There is a wide gap between raw data and successful data analysis. Data Cleaning bridges this gap, hence the reason why it is an important pre-requisite for a successful data analysis.

Data Cleaning (or Data Cleansing) refers to the process of identifying incomplete, incorrect, inconsistent, inaccurate or irrelevant parts of the data and then replacing, modifying or deleting the dirty / coarse data. Insights are only as good as the data that informs them, as a result, clean data is more likely to inform good insights.

This project is a step-by-step walkthrough of the process used in Cleaning a data about various Job posts on Linkedin around the globe mainly for year 2023. The data is publicly available on www.kaggle.com.
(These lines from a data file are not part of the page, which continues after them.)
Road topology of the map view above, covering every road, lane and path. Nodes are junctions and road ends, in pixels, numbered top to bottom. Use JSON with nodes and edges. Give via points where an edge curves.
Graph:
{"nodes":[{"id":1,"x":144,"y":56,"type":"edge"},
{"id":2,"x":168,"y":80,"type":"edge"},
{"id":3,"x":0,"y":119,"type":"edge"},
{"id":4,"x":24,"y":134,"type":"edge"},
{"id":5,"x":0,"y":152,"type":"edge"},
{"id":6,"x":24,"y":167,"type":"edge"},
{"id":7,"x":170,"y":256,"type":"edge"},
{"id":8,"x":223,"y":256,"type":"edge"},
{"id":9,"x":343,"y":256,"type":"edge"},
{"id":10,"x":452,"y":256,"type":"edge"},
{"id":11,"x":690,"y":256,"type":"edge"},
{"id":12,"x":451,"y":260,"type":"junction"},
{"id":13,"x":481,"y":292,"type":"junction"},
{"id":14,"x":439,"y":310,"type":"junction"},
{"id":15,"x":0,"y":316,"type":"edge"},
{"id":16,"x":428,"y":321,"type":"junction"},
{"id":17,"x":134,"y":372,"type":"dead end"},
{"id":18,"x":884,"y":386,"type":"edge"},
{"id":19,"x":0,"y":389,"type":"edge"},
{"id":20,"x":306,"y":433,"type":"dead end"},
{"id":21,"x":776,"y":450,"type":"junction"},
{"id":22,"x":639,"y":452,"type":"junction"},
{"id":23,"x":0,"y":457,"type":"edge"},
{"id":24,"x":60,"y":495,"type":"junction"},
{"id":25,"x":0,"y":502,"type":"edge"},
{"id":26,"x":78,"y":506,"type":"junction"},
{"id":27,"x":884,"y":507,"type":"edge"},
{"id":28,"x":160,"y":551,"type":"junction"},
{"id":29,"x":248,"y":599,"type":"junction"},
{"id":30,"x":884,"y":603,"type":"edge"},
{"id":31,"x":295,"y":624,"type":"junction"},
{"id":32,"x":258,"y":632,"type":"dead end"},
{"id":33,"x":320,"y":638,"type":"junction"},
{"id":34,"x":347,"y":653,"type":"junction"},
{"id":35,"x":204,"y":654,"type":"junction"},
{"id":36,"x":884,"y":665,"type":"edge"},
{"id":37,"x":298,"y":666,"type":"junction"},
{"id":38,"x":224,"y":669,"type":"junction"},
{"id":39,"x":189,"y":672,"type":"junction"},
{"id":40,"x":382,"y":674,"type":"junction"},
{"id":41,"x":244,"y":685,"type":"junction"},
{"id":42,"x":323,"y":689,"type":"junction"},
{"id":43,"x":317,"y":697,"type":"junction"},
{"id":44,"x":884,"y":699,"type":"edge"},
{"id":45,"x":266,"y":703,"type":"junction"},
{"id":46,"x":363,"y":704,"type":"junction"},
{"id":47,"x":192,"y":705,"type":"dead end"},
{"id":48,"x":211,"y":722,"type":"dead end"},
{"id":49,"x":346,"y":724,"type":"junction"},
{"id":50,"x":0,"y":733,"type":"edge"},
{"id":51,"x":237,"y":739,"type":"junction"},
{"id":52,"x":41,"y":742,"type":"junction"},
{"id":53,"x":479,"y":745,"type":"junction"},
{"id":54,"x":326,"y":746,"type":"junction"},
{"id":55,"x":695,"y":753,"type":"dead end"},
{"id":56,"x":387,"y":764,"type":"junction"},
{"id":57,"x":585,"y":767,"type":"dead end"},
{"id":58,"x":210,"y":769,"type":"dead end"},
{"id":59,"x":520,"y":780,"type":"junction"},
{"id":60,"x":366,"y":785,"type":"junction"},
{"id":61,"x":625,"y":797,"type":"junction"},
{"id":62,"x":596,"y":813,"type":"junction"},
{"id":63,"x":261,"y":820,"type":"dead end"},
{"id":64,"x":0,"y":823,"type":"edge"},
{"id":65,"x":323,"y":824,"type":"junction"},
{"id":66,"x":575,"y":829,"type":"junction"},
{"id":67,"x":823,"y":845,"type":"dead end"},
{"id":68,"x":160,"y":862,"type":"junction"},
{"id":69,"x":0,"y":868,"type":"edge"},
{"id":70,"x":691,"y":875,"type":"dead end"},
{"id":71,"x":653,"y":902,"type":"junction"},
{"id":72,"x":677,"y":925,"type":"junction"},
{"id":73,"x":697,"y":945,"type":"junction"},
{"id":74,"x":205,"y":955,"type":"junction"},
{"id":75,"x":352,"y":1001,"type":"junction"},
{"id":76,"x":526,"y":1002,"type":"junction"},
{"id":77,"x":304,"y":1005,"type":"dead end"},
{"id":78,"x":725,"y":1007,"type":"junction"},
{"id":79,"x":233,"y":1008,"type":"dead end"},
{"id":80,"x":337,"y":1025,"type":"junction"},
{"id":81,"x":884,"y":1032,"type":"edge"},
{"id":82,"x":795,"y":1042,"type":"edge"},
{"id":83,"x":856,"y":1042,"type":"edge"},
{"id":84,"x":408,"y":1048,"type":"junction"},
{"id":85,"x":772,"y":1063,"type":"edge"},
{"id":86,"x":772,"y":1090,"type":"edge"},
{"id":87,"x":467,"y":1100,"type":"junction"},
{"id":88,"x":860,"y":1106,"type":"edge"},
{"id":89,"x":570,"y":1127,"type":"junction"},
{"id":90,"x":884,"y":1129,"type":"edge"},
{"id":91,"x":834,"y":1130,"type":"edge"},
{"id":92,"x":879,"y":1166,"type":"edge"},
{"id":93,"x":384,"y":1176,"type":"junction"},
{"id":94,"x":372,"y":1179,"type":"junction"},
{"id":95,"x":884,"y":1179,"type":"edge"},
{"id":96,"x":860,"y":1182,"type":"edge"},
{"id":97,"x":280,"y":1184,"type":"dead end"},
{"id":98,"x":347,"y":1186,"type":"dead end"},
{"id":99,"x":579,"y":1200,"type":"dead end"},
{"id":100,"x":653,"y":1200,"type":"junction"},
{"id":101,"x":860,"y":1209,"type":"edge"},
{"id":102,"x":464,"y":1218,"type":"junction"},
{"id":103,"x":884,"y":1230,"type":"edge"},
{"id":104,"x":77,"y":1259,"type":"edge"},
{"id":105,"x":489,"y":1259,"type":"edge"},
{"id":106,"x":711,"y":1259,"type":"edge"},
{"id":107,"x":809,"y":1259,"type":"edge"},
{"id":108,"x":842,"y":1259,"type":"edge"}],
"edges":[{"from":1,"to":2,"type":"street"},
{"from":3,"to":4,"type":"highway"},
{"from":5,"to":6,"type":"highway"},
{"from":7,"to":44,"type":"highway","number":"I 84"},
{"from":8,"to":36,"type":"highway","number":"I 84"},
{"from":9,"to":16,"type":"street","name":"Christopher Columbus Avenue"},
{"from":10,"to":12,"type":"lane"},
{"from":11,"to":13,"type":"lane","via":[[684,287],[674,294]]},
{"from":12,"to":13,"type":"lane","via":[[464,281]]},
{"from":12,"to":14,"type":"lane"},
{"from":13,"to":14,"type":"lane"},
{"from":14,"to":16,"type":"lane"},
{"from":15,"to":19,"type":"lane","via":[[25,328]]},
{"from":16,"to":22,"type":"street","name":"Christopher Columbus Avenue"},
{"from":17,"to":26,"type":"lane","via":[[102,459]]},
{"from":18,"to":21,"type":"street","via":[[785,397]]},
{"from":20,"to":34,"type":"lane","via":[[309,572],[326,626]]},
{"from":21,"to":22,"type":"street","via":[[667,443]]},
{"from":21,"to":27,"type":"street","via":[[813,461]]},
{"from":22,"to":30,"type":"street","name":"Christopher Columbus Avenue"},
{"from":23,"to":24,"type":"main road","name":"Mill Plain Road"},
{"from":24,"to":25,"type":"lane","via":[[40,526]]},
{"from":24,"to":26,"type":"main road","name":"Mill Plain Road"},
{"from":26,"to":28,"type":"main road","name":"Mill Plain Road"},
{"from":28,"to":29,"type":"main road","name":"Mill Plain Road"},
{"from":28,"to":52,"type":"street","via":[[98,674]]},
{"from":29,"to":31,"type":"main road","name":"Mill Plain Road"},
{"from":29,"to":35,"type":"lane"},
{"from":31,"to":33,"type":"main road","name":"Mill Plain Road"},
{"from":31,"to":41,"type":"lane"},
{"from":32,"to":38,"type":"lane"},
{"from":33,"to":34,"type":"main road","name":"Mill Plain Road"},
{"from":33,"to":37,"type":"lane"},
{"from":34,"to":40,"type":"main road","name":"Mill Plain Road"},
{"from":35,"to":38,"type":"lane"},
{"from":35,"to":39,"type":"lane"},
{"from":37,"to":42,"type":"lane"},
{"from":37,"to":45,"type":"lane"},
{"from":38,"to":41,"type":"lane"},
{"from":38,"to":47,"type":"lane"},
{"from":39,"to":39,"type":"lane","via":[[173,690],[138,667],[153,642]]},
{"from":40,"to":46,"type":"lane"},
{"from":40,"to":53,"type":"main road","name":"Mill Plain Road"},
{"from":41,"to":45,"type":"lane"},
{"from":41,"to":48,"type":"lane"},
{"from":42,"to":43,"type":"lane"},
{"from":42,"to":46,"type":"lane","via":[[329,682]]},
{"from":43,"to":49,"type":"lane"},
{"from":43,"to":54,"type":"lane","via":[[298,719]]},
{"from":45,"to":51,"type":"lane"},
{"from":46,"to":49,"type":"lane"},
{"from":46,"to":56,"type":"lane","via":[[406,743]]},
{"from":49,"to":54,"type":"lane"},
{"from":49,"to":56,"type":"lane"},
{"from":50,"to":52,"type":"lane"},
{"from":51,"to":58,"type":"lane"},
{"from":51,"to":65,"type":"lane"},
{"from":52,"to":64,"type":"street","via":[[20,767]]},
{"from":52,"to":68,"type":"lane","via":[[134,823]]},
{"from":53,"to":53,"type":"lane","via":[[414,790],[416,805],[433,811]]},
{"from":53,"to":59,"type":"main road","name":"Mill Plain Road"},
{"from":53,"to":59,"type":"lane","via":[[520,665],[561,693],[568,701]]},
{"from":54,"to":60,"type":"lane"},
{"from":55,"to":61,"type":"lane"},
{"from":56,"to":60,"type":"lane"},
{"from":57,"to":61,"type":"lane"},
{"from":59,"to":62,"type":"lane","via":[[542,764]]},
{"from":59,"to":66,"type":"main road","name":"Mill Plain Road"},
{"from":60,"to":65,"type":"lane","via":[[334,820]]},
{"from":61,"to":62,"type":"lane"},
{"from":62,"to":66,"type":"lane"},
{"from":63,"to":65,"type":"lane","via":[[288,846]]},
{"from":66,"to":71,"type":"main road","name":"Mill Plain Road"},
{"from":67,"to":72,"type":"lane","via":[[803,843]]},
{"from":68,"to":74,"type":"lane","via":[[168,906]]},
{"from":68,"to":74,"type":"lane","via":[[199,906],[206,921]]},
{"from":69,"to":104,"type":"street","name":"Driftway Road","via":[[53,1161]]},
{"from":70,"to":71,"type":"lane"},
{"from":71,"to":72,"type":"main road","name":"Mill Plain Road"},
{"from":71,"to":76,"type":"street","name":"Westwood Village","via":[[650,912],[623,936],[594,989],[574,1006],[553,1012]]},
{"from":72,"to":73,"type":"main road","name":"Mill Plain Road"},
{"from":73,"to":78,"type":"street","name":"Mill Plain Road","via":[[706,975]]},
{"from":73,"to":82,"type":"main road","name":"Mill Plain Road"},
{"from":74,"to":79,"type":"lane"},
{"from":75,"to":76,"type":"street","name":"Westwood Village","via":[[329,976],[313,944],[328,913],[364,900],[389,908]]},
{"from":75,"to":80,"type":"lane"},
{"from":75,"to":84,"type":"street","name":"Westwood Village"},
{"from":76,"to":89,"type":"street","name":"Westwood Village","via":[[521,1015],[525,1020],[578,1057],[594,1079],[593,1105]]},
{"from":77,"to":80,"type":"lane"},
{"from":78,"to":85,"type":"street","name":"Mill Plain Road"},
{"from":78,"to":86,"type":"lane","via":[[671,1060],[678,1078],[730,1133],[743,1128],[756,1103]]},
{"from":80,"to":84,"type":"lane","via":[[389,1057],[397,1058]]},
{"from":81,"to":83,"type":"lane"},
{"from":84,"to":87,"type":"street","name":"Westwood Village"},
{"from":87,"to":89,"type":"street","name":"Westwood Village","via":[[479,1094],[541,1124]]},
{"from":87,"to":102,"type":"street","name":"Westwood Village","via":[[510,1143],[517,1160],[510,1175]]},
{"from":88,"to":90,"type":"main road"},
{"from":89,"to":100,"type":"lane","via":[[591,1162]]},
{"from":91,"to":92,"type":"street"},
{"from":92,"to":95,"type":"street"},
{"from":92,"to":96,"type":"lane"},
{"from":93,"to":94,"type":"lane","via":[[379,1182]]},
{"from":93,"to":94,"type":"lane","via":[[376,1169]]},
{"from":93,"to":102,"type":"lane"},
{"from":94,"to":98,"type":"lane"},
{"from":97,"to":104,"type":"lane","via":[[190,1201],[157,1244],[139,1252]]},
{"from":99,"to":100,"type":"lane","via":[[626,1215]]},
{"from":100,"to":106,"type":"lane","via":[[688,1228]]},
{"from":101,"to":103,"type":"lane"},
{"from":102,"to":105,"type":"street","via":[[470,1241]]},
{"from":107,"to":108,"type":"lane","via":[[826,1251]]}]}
Using the table data import wizard, the dataset was imported to MySQL workbench and found to contain 31.597 rows of data and 9 field columns.

                                                    

                                                                              A LOOK AT DATASET

Relevant columns for the analysis were identified and the steps were taken to improve their usability and ensure they are error free.

Click to view full SQL script here

SOME IMPORTANT QUERIES

  • Removing irrelevant spaces and characters from columns - The data has lots of irrelevant white spaces and some other inconsistent characters in them. Trim function along with replace was used to clear all the inconsistencies.  
  • Splitting column - The location was split into 3 columns of city, state, country for better analysis. Substring_Index function was used to split columns 
  • Formatting date column - The date column was converted from text format to date format using str_to_date function and then altering table to convert text to date format.
  • Dealing with nulls - Every column had some nulls in the data, each column was dealt accordingly. Here is the one example of treating nulls.  
    • Removing Duplicates- The data had lots of duplicates so the query was written using CTE and windows function to delete duplicate values.

After all the steps the dataset is now ready for further analysis and can be used to derive meaningful insights about job postings on LinkedIn. This project demonstrates the importance of data cleaning in ensuring data quality and reliability.

DATA EXPLORATION:

After performing the necessary data cleaning steps the dataset was used to perform exploratory data analysis. Various insights regarding highest job title, company with highest job posted, industry with most jobs were derived using grouping and aggregating queries. 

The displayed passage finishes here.